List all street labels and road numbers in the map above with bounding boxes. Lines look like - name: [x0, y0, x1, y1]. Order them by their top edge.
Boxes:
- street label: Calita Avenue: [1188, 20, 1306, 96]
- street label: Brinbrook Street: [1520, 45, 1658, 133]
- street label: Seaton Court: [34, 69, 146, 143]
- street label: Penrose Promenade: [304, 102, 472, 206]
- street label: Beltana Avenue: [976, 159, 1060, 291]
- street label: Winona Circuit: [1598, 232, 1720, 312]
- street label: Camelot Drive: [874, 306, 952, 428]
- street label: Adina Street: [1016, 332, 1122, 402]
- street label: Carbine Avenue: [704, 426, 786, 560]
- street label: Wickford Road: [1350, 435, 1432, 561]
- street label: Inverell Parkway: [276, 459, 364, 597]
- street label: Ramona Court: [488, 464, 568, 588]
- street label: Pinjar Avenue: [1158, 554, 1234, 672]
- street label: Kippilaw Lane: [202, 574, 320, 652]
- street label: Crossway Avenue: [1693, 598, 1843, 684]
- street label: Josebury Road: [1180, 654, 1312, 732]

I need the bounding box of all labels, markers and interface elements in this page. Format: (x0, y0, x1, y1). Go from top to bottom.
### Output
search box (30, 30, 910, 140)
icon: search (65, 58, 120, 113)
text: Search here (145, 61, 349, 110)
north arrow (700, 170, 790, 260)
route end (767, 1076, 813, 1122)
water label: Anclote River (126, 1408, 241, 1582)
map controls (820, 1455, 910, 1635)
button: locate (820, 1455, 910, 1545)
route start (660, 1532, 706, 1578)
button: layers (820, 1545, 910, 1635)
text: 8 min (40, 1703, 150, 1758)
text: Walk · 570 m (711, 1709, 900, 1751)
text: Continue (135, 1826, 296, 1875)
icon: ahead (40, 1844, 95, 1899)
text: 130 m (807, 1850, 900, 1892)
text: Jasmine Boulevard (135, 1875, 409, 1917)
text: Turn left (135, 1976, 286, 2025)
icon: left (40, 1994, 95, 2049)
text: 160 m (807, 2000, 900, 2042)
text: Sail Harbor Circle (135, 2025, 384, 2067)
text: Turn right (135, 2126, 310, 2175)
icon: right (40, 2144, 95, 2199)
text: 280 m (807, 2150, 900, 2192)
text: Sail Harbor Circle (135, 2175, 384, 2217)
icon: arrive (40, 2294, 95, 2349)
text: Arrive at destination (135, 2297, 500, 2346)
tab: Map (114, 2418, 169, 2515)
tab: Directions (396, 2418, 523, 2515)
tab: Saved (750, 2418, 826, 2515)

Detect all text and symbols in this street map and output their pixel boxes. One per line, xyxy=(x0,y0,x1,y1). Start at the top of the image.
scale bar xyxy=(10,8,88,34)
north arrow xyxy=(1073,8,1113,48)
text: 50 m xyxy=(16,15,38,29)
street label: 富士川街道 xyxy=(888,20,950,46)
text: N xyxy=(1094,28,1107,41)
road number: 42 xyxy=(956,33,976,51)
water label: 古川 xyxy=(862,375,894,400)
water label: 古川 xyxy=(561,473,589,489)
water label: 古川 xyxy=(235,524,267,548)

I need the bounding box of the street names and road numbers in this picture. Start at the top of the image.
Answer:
****************
Please return every line in the data that includes the string "numbers".

Result
List all street labels and road numbers in the map above with bounding boxes. Lines look like - name: [x0, y0, x1, y1]. Order them by their top edge.
I need the bounding box of the street names and road numbers in this picture. Start at the top of the image.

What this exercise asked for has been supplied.